=== EXERCISE INPUT ===
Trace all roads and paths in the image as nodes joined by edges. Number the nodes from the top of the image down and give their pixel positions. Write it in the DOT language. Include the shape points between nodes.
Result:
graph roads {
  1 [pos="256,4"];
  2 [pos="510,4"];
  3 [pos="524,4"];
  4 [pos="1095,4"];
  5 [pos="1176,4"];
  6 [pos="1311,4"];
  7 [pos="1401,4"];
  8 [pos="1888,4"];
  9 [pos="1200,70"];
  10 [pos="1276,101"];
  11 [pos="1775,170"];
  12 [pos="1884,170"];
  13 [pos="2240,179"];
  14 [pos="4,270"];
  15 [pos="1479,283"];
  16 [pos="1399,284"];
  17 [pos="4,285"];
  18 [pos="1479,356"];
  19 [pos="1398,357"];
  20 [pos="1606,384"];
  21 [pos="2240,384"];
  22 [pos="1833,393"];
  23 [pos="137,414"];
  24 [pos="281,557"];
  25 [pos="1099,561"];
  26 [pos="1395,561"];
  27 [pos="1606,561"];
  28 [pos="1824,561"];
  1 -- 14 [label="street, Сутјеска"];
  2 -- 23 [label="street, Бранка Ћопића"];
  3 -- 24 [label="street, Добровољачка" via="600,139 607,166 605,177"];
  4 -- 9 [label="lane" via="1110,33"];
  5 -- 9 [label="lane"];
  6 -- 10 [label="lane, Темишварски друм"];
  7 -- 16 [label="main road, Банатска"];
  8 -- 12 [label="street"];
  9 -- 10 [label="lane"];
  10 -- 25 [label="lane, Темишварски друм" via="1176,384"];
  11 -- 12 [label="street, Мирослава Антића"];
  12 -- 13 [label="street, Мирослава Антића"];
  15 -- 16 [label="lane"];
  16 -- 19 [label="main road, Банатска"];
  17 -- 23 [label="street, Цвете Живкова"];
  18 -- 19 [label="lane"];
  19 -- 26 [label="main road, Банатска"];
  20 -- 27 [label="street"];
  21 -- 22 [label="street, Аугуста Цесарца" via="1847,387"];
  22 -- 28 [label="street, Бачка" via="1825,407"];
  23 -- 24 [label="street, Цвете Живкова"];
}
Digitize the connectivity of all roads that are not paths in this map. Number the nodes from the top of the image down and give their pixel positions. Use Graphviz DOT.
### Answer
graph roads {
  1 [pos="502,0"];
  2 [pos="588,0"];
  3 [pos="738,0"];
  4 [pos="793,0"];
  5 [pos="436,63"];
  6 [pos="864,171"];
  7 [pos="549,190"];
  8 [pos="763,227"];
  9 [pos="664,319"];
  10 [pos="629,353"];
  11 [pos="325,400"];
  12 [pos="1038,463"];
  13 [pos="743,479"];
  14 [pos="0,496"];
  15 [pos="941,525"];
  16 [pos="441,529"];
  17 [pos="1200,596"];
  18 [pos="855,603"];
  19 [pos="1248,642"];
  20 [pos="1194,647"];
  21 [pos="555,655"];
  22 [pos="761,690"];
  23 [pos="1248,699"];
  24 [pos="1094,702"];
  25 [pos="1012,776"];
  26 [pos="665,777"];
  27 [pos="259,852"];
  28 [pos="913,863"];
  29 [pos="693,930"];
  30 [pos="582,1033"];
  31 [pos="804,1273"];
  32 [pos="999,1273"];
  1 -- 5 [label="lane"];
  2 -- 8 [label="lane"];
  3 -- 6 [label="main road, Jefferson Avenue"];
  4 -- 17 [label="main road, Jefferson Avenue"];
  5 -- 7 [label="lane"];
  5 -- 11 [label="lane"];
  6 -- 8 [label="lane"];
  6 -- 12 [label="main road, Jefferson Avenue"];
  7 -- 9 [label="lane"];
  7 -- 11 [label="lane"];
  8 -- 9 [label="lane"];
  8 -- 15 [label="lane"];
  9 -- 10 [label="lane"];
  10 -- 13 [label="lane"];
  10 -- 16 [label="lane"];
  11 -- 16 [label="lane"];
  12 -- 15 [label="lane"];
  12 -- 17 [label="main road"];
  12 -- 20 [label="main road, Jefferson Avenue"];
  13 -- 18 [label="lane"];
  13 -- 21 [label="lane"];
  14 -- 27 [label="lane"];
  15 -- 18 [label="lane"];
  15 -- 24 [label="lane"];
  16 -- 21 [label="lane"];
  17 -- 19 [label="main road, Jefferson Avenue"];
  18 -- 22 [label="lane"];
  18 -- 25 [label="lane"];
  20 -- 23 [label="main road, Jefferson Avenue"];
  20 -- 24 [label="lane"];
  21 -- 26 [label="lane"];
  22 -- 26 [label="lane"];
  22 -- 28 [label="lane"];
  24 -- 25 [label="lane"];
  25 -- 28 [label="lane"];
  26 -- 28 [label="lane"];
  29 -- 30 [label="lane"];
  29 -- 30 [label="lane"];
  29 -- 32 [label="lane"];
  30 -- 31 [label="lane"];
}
===
§ **EXERCISE OBJECTIVE**:
Type out the whole listing above exactly.

§ **RESPONSE TO THIS EXERCISE**:
Trace all roads and paths in the image as nodes joined by edges. Number the nodes from the top of the image down and give their pixel positions. Write it in the DOT language. Include the shape points between nodes.
Result:
graph roads {
  1 [pos="256,4"];
  2 [pos="510,4"];
  3 [pos="524,4"];
  4 [pos="1095,4"];
  5 [pos="1176,4"];
  6 [pos="1311,4"];
  7 [pos="1401,4"];
  8 [pos="1888,4"];
  9 [pos="1200,70"];
  10 [pos="1276,101"];
  11 [pos="1775,170"];
  12 [pos="1884,170"];
  13 [pos="2240,179"];
  14 [pos="4,270"];
  15 [pos="1479,283"];
  16 [pos="1399,284"];
  17 [pos="4,285"];
  18 [pos="1479,356"];
  19 [pos="1398,357"];
  20 [pos="1606,384"];
  21 [pos="2240,384"];
  22 [pos="1833,393"];
  23 [pos="137,414"];
  24 [pos="281,557"];
  25 [pos="1099,561"];
  26 [pos="1395,561"];
  27 [pos="1606,561"];
  28 [pos="1824,561"];
  1 -- 14 [label="street, Сутјеска"];
  2 -- 23 [label="street, Бранка Ћопића"];
  3 -- 24 [label="street, Добровољачка" via="600,139 607,166 605,177"];
  4 -- 9 [label="lane" via="1110,33"];
  5 -- 9 [label="lane"];
  6 -- 10 [label="lane, Темишварски друм"];
  7 -- 16 [label="main road, Банатска"];
  8 -- 12 [label="street"];
  9 -- 10 [label="lane"];
  10 -- 25 [label="lane, Темишварски друм" via="1176,384"];
  11 -- 12 [label="street, Мирослава Антића"];
  12 -- 13 [label="street, Мирослава Антића"];
  15 -- 16 [label="lane"];
  16 -- 19 [label="main road, Банатска"];
  17 -- 23 [label="street, Цвете Живкова"];
  18 -- 19 [label="lane"];
  19 -- 26 [label="main road, Банатска"];
  20 -- 27 [label="street"];
  21 -- 22 [label="street, Аугуста Цесарца" via="1847,387"];
  22 -- 28 [label="street, Бачка" via="1825,407"];
  23 -- 24 [label="street, Цвете Живкова"];
}
Digitize the connectivity of all roads that are not paths in this map. Number the nodes from the top of the image down and give their pixel positions. Use Graphviz DOT.
### Answer
graph roads {
  1 [pos="502,0"];
  2 [pos="588,0"];
  3 [pos="738,0"];
  4 [pos="793,0"];
  5 [pos="436,63"];
  6 [pos="864,171"];
  7 [pos="549,190"];
  8 [pos="763,227"];
  9 [pos="664,319"];
  10 [pos="629,353"];
  11 [pos="325,400"];
  12 [pos="1038,463"];
  13 [pos="743,479"];
  14 [pos="0,496"];
  15 [pos="941,525"];
  16 [pos="441,529"];
  17 [pos="1200,596"];
  18 [pos="855,603"];
  19 [pos="1248,642"];
  20 [pos="1194,647"];
  21 [pos="555,655"];
  22 [pos="761,690"];
  23 [pos="1248,699"];
  24 [pos="1094,702"];
  25 [pos="1012,776"];
  26 [pos="665,777"];
  27 [pos="259,852"];
  28 [pos="913,863"];
  29 [pos="693,930"];
  30 [pos="582,1033"];
  31 [pos="804,1273"];
  32 [pos="999,1273"];
  1 -- 5 [label="lane"];
  2 -- 8 [label="lane"];
  3 -- 6 [label="main road, Jefferson Avenue"];
  4 -- 17 [label="main road, Jefferson Avenue"];
  5 -- 7 [label="lane"];
  5 -- 11 [label="lane"];
  6 -- 8 [label="lane"];
  6 -- 12 [label="main road, Jefferson Avenue"];
  7 -- 9 [label="lane"];
  7 -- 11 [label="lane"];
  8 -- 9 [label="lane"];
  8 -- 15 [label="lane"];
  9 -- 10 [label="lane"];
  10 -- 13 [label="lane"];
  10 -- 16 [label="lane"];
  11 -- 16 [label="lane"];
  12 -- 15 [label="lane"];
  12 -- 17 [label="main road"];
  12 -- 20 [label="main road, Jefferson Avenue"];
  13 -- 18 [label="lane"];
  13 -- 21 [label="lane"];
  14 -- 27 [label="lane"];
  15 -- 18 [label="lane"];
  15 -- 24 [label="lane"];
  16 -- 21 [label="lane"];
  17 -- 19 [label="main road, Jefferson Avenue"];
  18 -- 22 [label="lane"];
  18 -- 25 [label="lane"];
  20 -- 23 [label="main road, Jefferson Avenue"];
  20 -- 24 [label="lane"];
  21 -- 26 [label="lane"];
  22 -- 26 [label="lane"];
  22 -- 28 [label="lane"];
  24 -- 25 [label="lane"];
  25 -- 28 [label="lane"];
  26 -- 28 [label="lane"];
  29 -- 30 [label="lane"];
  29 -- 30 [label="lane"];
  29 -- 32 [label="lane"];
  30 -- 31 [label="lane"];
}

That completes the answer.